Políticos de vários quadrantes face ao mal-estar que se tem gerado relativamente à política e aos políticos, não raras vezes alimentado pela comunicação social, prometem em ocasiões eleitorais uma política de proximidade sem clarificarem o que entendem por isso, cada um tem a sua própria interpretação. Podemos pensar que todos eles se referem a uma aproximação da política às comunidades e às pessoas.


Por sua vez as televisões para captar audiência procuram através de peças ditas de jornalismo de investigação e outras, mais rebuscadas, dirigidas mais à emoção do que à racionalidade dos telespectadores, insinuando oposições aos governos que estão na altura no poder. Diga-se, mais a uns, quando são de esquerda, menos a outros, quando são de direita.  Organizações e grupos de interesses têm contribuído também para debilitar o poder quando este não vai de encontro aos seus interesses.


Veja-se o caso do presidente da Liga dos Bombeiros Portugueses, Jaime Marta Soares, que incita os bombeiros a manifestarem-se contra a proposta do Governo para a lei orgânica para a Autoridade Nacional de Proteção Civil (ANPC), na área da proteção civil que vai passar a chamar-se Autoridade Nacional de Emergências e Proteção Civil e que, segundo ele, não tem nenhuma das ideias apresentadas pela Liga dos Bombeiros Portugueses. A dúvida que se pode colocar é se este confronto com o Governo não será apenas por uma questão de perda de poder que terá sido retirado ao senhor Marta Soares.


Outro tema que causa mal-estar para com os políticos é a fraude e a corrupção que faz gastar nas redes sociais, não rios de tinta, mas rios de tempo e de frases digitadas. Há dias, 5 de dezembro do corrente, saiu um aviso do Tribunal de Contas alertando para “risco de fraude fiscal com viagens de deputados”. O tema sobre as despesas fraudulentas de deputados não é novo e acontece o mesmo noutros países. Por exemplo, no Reino Unido, em 2009, David Cameron o líder dos conservadores na altura, num artigo publicado no The Guardian afirmava que “a fúria pública no escândalo das despesas dos deputados aponta para problemas profundos no sistema político britânico” e apelava para restaurar o controle local. Mais à frente acrescentava: “Portanto, acredito que o objetivo central da nova política de que precisamos deve ser uma redistribuição massiva, ampla e radical do poder: do Estado para os cidadãos; do governo ao parlamento;”.  “Por meio da descentralização, transparência e responsabilidade, devemos tomar o poder da elite e entregá-lo ao homem e à mulher na rua.”.

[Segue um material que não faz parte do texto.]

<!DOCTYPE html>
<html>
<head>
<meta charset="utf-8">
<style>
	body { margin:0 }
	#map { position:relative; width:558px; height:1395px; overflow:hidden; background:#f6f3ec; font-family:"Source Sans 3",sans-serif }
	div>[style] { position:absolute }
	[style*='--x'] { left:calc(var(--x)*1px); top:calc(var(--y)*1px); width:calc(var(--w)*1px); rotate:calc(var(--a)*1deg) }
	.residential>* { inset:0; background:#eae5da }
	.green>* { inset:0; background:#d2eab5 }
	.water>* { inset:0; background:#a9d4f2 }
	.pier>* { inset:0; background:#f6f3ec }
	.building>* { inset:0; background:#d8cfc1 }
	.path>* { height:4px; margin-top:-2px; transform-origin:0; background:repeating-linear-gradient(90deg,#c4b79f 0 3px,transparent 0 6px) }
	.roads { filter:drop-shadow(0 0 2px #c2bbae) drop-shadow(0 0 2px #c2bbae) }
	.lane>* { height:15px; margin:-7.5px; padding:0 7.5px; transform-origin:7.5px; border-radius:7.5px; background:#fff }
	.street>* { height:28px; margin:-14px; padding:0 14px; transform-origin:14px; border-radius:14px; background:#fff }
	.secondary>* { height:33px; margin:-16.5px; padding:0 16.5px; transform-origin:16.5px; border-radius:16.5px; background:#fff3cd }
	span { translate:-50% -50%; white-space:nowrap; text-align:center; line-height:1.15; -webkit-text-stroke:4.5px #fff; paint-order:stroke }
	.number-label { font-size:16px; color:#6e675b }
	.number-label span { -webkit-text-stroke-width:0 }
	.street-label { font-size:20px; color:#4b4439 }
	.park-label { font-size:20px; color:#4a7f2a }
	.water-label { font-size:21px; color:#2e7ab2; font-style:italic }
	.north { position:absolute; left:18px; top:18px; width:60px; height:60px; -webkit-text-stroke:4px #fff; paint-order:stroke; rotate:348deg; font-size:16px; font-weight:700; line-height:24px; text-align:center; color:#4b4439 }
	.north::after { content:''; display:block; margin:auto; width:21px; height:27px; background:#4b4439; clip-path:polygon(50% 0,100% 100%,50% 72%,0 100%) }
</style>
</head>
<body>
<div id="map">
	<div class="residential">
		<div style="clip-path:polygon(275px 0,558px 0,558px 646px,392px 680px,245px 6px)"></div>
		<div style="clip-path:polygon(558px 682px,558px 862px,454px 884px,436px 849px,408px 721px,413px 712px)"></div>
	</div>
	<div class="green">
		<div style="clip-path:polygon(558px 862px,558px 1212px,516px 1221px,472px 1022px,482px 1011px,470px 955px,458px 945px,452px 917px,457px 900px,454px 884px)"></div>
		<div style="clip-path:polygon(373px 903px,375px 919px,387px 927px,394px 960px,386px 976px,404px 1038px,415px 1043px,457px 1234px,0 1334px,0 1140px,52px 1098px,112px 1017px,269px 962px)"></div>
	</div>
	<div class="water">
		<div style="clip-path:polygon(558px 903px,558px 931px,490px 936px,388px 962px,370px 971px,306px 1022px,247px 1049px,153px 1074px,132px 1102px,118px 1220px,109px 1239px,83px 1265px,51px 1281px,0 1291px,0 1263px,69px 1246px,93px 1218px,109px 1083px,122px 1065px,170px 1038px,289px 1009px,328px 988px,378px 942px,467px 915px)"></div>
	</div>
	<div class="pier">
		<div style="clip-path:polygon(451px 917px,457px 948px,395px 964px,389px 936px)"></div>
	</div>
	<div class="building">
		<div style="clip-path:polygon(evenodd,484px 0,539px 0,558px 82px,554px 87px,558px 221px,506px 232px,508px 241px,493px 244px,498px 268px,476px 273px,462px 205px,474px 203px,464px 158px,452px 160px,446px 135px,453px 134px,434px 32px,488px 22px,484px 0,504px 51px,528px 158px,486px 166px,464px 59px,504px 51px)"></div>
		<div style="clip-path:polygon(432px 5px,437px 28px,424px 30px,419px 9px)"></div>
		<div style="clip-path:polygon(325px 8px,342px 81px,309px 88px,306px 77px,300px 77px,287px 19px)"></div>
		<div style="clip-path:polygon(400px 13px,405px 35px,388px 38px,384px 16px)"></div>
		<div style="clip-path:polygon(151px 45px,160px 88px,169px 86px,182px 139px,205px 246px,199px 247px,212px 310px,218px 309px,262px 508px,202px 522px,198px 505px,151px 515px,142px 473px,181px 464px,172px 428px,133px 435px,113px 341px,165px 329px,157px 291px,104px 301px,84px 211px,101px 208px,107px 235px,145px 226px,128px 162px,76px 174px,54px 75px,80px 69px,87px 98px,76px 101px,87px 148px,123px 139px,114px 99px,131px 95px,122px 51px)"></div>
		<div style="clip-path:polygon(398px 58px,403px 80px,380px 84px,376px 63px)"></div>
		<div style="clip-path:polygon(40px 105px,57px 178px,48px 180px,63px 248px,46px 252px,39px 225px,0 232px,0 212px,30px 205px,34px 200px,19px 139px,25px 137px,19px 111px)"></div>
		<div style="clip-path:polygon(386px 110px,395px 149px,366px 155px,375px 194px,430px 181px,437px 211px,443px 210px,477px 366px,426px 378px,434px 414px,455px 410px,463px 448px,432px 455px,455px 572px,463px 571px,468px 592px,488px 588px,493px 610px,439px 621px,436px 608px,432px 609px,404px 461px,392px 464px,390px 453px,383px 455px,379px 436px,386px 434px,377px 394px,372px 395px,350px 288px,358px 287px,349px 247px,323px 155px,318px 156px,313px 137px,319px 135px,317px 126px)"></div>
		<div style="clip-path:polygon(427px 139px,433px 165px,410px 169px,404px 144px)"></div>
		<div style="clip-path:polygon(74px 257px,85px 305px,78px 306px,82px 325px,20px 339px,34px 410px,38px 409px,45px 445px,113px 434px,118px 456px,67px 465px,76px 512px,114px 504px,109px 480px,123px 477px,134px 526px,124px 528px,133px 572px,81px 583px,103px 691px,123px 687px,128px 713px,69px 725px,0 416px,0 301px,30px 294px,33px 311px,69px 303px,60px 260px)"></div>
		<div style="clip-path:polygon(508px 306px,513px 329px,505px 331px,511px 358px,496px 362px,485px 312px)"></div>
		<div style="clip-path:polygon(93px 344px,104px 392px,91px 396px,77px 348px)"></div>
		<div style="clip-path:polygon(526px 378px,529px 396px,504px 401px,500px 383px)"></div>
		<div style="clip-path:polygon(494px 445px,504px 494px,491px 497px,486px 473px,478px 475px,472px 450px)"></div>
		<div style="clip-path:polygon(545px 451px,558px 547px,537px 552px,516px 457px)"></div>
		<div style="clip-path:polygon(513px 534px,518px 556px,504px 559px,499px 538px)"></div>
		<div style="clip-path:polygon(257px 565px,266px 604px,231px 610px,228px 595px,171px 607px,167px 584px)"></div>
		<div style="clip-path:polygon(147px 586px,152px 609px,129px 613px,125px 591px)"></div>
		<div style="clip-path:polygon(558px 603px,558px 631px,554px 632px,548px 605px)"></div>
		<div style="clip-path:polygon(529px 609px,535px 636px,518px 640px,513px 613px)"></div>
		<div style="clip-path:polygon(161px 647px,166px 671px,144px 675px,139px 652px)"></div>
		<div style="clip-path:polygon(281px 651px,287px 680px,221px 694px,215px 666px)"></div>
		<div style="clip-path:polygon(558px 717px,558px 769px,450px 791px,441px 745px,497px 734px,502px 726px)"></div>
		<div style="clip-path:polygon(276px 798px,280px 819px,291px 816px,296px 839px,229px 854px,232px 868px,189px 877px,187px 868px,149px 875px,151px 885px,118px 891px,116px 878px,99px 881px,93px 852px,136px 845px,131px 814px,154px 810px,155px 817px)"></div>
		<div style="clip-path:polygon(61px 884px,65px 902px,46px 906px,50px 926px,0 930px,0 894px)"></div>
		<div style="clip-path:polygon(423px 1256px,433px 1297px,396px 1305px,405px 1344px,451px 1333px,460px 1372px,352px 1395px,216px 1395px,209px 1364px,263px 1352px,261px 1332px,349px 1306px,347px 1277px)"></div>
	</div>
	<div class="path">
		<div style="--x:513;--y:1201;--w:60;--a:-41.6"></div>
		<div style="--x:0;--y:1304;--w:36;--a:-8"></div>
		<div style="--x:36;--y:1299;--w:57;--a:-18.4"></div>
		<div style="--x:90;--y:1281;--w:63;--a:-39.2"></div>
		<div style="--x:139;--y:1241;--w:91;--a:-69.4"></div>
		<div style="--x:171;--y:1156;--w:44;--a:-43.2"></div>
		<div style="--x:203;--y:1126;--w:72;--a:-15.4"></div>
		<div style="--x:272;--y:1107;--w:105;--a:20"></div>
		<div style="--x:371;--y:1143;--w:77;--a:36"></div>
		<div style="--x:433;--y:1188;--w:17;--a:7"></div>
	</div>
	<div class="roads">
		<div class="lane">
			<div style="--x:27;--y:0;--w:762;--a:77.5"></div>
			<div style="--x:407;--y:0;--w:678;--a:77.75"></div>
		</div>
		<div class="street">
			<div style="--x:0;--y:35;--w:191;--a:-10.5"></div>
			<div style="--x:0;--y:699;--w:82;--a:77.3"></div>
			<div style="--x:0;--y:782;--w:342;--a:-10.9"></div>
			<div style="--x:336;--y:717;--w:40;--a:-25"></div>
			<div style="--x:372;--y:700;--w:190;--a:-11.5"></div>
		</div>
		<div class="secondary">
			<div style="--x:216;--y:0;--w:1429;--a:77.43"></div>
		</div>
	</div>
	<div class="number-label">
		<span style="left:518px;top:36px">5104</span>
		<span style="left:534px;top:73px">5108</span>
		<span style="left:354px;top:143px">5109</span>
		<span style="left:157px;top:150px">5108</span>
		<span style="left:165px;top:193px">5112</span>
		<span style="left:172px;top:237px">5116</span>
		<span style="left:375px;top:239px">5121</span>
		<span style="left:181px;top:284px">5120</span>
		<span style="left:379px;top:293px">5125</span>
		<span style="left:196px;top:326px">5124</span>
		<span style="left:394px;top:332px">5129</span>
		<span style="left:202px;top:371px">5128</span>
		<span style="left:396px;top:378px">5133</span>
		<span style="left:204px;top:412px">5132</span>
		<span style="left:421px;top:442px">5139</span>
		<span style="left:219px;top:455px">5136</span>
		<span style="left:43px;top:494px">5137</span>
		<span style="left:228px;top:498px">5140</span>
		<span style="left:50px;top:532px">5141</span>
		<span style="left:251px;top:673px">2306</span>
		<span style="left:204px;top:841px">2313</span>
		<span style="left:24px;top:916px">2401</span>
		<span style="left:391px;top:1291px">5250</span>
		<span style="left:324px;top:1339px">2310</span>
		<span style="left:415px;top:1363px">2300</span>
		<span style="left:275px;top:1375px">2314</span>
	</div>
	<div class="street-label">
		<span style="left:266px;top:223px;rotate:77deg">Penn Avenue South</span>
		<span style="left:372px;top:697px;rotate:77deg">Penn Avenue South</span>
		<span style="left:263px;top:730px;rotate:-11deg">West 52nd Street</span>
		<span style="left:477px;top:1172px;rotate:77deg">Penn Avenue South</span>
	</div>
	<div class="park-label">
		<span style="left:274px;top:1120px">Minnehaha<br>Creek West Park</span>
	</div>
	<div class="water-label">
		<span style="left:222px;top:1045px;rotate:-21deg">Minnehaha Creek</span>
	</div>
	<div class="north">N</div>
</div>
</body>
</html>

Aquelas afirmações parecem ter vindo de um qualquer extremista de esquerda, mas sabemos que era pura demagogia. Numa tentativa de transparência Cameron ao fazer um referendo de consulta ao povo sobre a saída ou permanência na União Europeia tramou-se, tramou o Reino Unido, e o povo tramou-se também ao votar SIM.


Vem isto a propósito da política de proximidade e vontade para que haja o menos possível de intermediação. As redes sociais passaram a ser a tecnologia da proximidade entre políticos e o povo muitas vezes inculto e iletrado, mas que maneja com à vontade as tecnologias dessas redes com as quais o poder tende agora a comunicar.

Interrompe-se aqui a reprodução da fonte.